In today’s editorial, we advocate for prison inmates retaining some ability to access public documents under the Public Records Act.
The issue arises because Attorney General Rob McKenna says in a court filing that the law as passed in 1972 doesn’t extend to incarcerated felons. It’s apparently the first time his office has been asked to take a position on such a question in the law’s 35-year history.

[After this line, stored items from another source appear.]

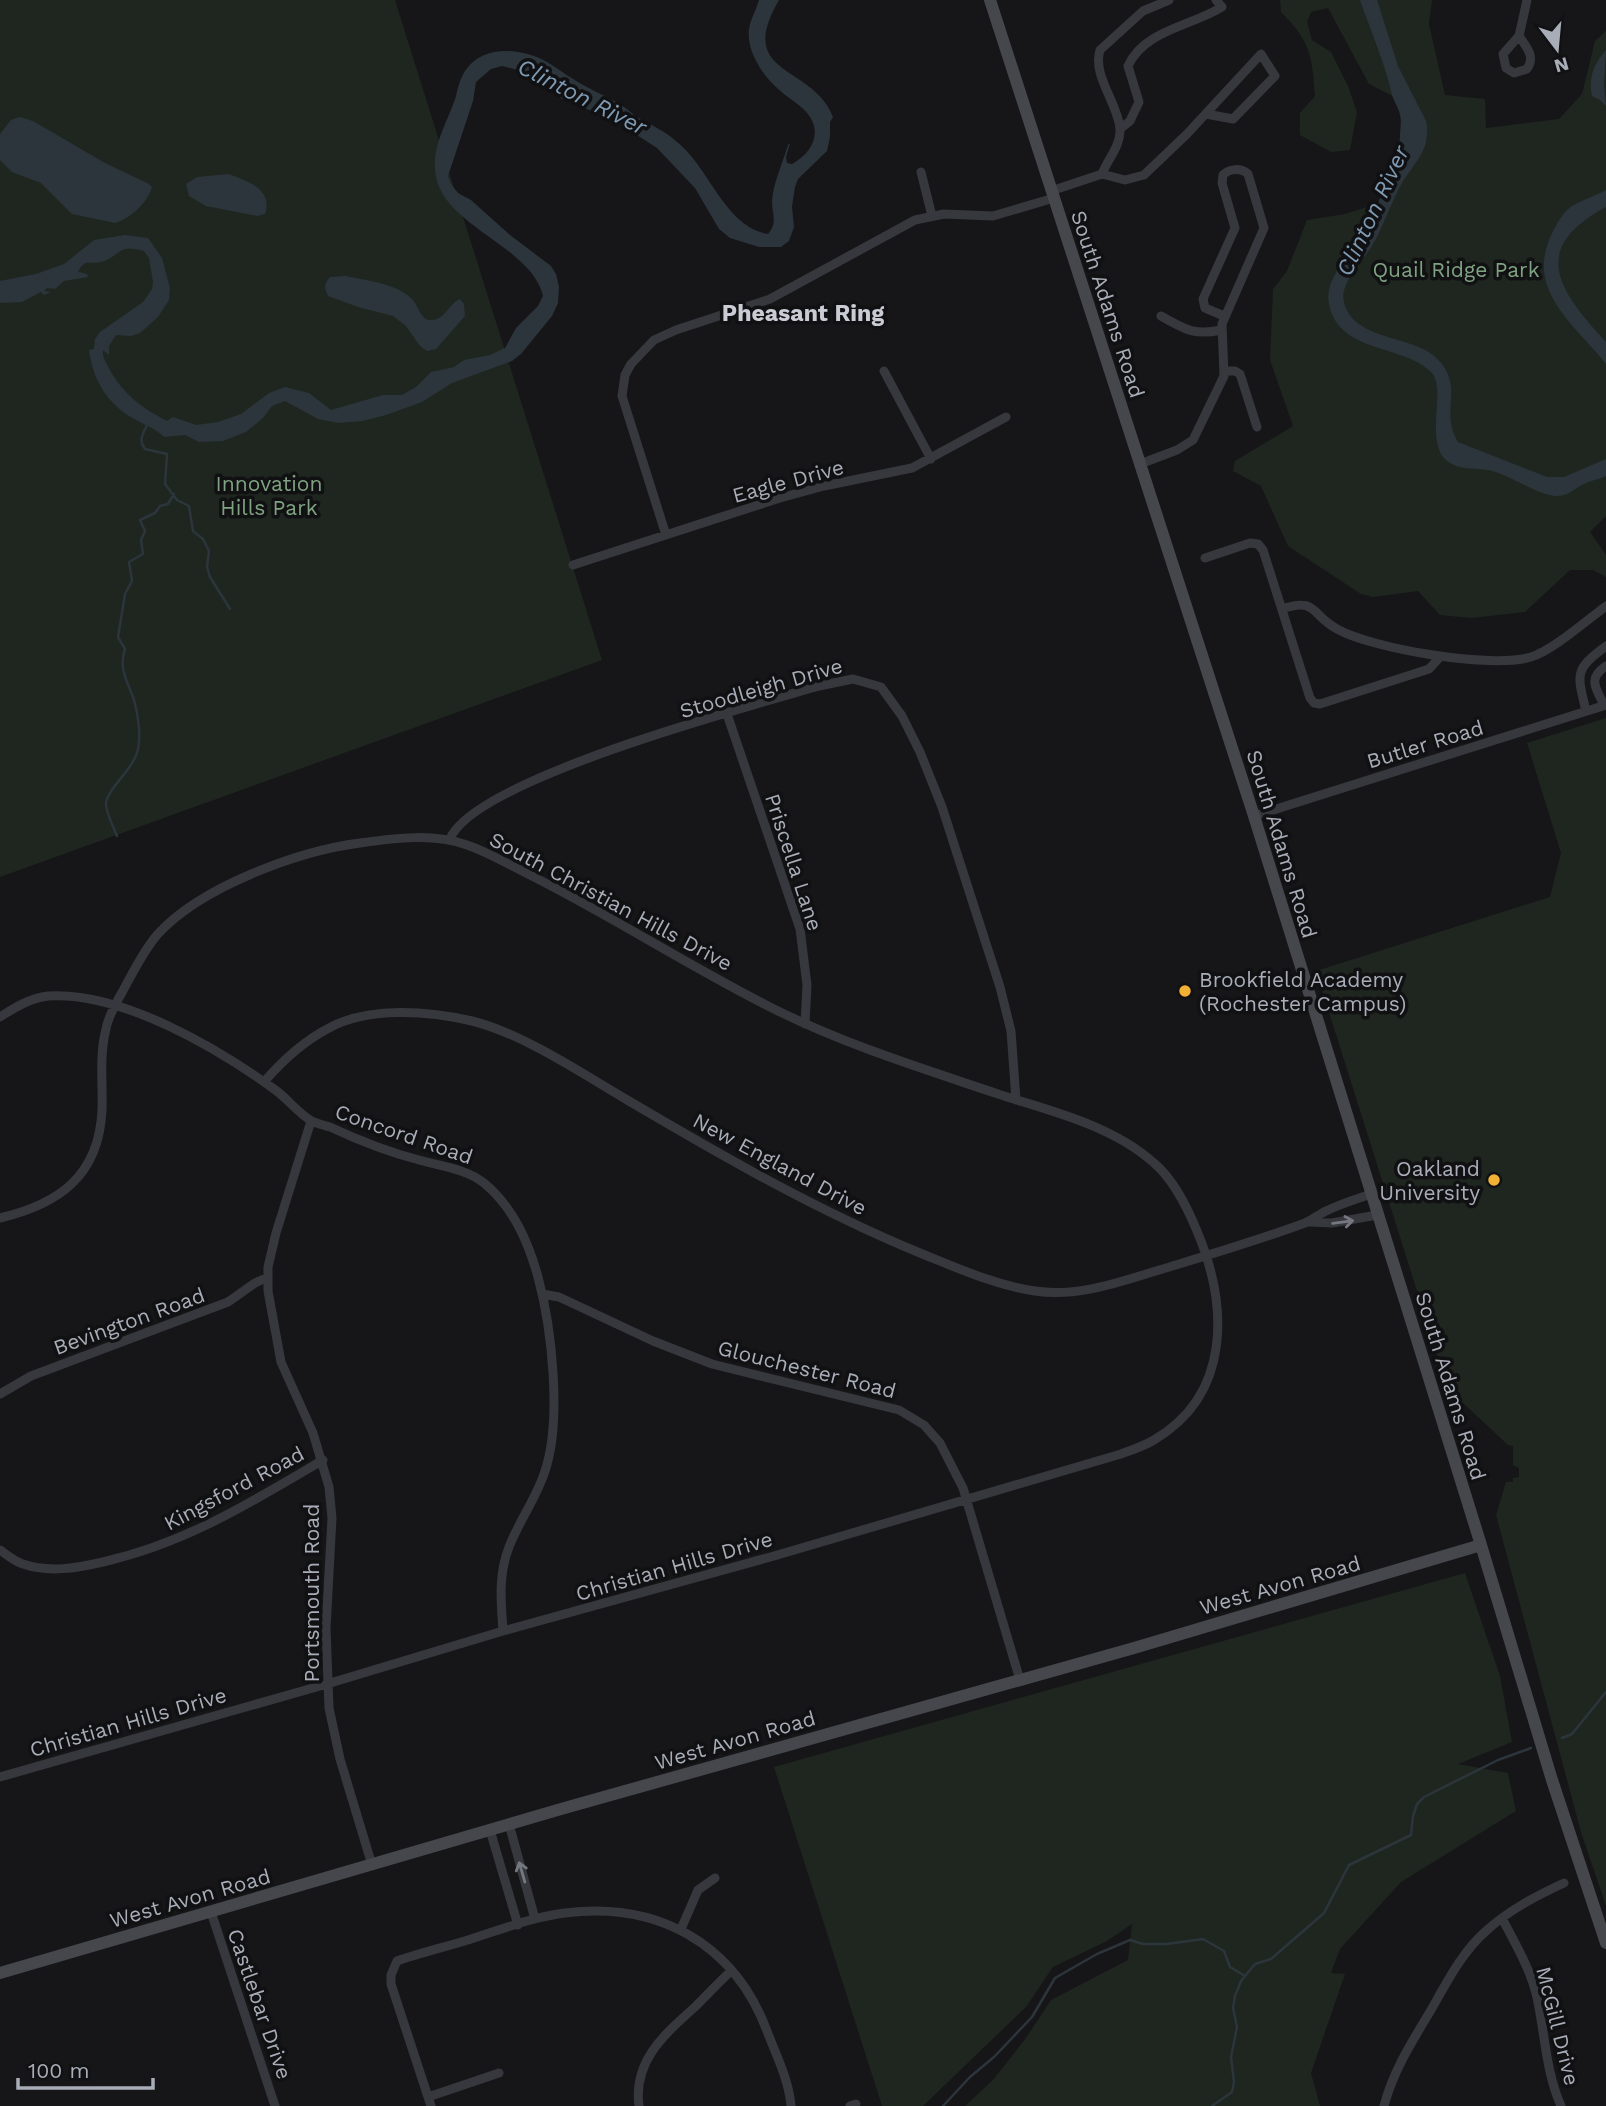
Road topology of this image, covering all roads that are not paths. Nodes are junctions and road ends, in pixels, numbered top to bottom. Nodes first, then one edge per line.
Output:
1 (990, 0) edge
2 (1169, 0) edge
3 (1216, 0) edge
4 (1527, 0) edge
5 (1519, 36) dead end
6 (1206, 114) junction
7 (1120, 129) junction
8 (921, 172) dead end
9 (1102, 174) junction
10 (1053, 195) junction
11 (932, 216) junction
12 (1161, 316) dead end
13 (1224, 316) junction
14 (1222, 330) junction
15 (884, 370) dead end
16 (1225, 371) junction
17 (1006, 417) dead end
18 (1257, 427) dead end
19 (931, 459) junction
20 (1140, 464) junction
21 (666, 535) junction
22 (1205, 558) dead end
23 (573, 565) dead end
24 (1606, 606) edge
25 (1282, 609) junction
26 (1606, 646) edge
27 (1440, 657) junction
28 (1606, 666) edge
29 (1605, 705) edge
30 (1586, 711) junction
31 (727, 714) junction
32 (1254, 816) junction
33 (450, 839) junction
34 (113, 1006) junction
35 (0, 1017) edge
36 (805, 1024) junction
37 (264, 1082) junction
38 (1016, 1100) junction
39 (311, 1121) junction
40 (1371, 1194) junction
41 (1377, 1215) junction
42 (0, 1218) edge
43 (1309, 1222) junction
44 (1207, 1256) junction
45 (268, 1277) junction
46 (542, 1294) junction
47 (0, 1394) edge
48 (323, 1460) junction
49 (967, 1500) junction
50 (1481, 1545) junction
51 (0, 1550) edge
52 (503, 1631) junction
53 (1020, 1680) junction
54 (327, 1684) junction
55 (0, 1777) edge
56 (509, 1824) junction
57 (490, 1830) junction
58 (372, 1865) junction
59 (715, 1878) dead end
60 (1564, 1883) dead end
61 (211, 1912) junction
62 (1502, 1918) junction
63 (535, 1919) junction
64 (518, 1924) junction
65 (681, 1929) junction
66 (1606, 1943) edge
67 (731, 1970) junction
68 (0, 1973) edge
69 (499, 2073) dead end
70 (430, 2102) edge
71 (274, 2105) edge
72 (639, 2106) edge
73 (792, 2106) edge
74 (1384, 2106) edge
75 (1561, 2106) edge

1 - 10 main road, South Adams Road
2 - 7 street
3 - 7 street
4 - 5 street
6 - 6 street
6 - 9 street
7 - 9 street
8 - 11 street
9 - 10 street
10 - 11 street
10 - 20 main road, South Adams Road
11 - 21 street
12 - 14 street
13 - 13 street
13 - 14 street
14 - 16 street
15 - 19 street
16 - 18 street
16 - 20 street
17 - 19 street, Eagle Drive
19 - 21 street, Eagle Drive
20 - 32 main road, South Adams Road
21 - 23 street, Eagle Drive
22 - 25 street
24 - 27 street
25 - 27 street
25 - 27 street
26 - 30 street
28 - 29 street
29 - 30 street, Butler Road
30 - 32 street, Butler Road
31 - 33 street, Stoodleigh Drive
31 - 36 street, Priscella Lane
31 - 38 street, Stoodleigh Drive
32 - 40 main road, South Adams Road
33 - 34 street, South Christian Hills Drive
33 - 36 street, South Christian Hills Drive
34 - 35 street, Concord Road
34 - 37 street, Concord Road
34 - 42 street, South Christian Hills Drive
36 - 38 street, South Christian Hills Drive
37 - 39 street, Concord Road
37 - 44 street, New England Drive
38 - 44 street, South Christian Hills Drive
39 - 45 street, Portsmouth Road
39 - 46 street, Concord Road
40 - 41 main road, South Adams Road
40 - 43 street, New England Drive
43 -> 41 street, New England Drive
41 - 50 main road, South Adams Road
43 - 44 street, New England Drive
44 - 49 street, Christian Hills Drive
45 - 47 street, Bevington Road
45 - 48 street, Portsmouth Road
46 - 49 street, Glouchester Road
46 - 52 street, Concord Road
48 - 51 street, Kingsford Road
48 - 54 street, Portsmouth Road
49 - 52 street, Christian Hills Drive
49 - 53 street, Glouchester Road
50 - 53 main road, West Avon Road
50 - 66 main road, South Adams Road
52 - 54 street, Christian Hills Drive
53 - 56 main road, West Avon Road
54 - 55 street, Christian Hills Drive
54 - 58 street, Portsmouth Road
56 - 57 main road, West Avon Road
63 -> 56 street
57 - 58 main road, West Avon Road
57 - 64 street
58 - 61 main road, West Avon Road
59 - 65 street
60 - 62 street
61 - 68 main road, West Avon Road
61 - 71 street, Castlebar Drive
62 - 74 street
62 - 75 street, McGill Drive
63 - 64 street
63 - 65 street
64 - 70 street
65 - 67 street
67 - 72 street
67 - 73 street
69 - 70 street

As much as we would like to see the Public Records Act construed as broadly as possible, there is a case to be made for trying to limit some of the clear abuses. The attorney general’s office offered these examples of records requests that have more to do with burdening the system than with holding government to account:
* "User name, log-in ID, and/or equivalent of each and every DOC employee, contractor, agent, medical staff, education staff, correctional officer, sergeants, lieutenants, captains, executives, superintendents, and/or other natural person employed by the Washington State Department of Corrections, from the dates of January 1, 1950 through the present date."

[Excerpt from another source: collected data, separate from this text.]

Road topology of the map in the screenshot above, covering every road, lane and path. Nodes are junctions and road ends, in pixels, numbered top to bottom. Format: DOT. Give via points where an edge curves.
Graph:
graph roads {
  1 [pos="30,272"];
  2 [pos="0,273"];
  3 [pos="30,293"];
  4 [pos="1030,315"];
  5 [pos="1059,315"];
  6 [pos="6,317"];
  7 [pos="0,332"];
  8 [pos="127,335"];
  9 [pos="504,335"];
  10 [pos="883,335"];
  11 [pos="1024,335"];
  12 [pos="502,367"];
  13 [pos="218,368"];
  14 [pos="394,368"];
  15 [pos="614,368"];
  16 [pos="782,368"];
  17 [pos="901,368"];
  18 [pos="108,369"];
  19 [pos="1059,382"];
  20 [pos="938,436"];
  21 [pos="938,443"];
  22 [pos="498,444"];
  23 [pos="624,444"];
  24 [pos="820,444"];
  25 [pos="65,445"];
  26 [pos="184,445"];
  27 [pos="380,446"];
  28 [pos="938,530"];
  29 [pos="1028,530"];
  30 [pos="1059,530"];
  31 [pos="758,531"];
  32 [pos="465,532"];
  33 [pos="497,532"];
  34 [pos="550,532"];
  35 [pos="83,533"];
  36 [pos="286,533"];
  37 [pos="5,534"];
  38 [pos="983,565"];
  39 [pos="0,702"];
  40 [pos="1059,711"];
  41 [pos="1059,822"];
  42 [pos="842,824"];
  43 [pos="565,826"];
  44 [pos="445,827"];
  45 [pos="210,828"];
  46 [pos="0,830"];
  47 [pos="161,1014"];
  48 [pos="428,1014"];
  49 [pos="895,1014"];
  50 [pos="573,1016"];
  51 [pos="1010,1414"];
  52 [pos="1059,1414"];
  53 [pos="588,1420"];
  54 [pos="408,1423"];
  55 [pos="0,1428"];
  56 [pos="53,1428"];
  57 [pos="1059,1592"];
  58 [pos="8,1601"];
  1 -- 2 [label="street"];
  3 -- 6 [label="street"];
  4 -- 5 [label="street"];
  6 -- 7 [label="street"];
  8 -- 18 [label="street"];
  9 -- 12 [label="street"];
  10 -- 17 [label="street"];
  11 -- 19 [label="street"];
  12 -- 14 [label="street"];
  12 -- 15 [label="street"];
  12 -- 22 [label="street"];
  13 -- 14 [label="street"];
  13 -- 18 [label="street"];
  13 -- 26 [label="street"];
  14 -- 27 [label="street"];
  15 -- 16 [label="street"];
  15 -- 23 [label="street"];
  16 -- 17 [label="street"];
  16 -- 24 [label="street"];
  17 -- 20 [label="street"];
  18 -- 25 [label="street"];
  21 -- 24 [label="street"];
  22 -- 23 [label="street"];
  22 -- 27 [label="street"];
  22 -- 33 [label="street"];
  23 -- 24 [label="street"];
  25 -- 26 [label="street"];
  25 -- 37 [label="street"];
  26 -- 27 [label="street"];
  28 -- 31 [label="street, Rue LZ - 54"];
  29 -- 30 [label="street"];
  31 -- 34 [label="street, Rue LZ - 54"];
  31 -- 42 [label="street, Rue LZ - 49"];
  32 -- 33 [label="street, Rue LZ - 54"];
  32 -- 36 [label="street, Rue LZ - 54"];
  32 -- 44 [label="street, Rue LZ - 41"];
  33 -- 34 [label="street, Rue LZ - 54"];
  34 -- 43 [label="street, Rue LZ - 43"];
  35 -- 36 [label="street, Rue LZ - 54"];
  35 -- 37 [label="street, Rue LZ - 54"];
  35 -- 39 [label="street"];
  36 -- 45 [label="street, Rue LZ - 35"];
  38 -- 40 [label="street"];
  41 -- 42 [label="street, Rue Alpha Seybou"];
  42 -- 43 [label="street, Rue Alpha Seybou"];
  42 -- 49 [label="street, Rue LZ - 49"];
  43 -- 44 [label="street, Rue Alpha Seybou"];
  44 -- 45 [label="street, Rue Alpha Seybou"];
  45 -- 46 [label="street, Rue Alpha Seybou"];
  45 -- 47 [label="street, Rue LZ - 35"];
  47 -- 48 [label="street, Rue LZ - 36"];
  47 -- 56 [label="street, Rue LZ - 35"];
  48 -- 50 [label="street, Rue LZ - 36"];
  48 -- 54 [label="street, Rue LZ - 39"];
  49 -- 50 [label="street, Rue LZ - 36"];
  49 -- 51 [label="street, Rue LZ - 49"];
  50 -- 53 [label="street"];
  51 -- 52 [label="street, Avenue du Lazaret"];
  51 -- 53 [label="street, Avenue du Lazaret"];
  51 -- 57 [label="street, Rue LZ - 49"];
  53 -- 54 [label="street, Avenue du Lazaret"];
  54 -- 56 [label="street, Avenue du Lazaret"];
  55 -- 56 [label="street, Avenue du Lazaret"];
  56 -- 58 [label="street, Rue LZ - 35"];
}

* "Staff photographs from WSP, CBCC, SCCC, MICC, AHCC, MCC, OCC, DOC HQ, DOC – King Co., and WCC – staff rosters, e-mail, telephone, fax, cell phone, pager lists, policies, Vehicle Assignment documents, radio frequency information, and fire escape master floor plans for listed prison locations."
* "All records critical of any Washington Corrections Center staff over the past 12 months."
* "All records between Secretary Clarke and governor Gregoire; all records sent by or received by Secretary Clarke."
* "All Washington Corrections Center audio and video recordings, past and present"
* "Any and all records regarding chemicals used by DOC facilities to kill grass."
* "Any and all records regarding waste disposal, particularly how food is disposed of at all DOC facilities."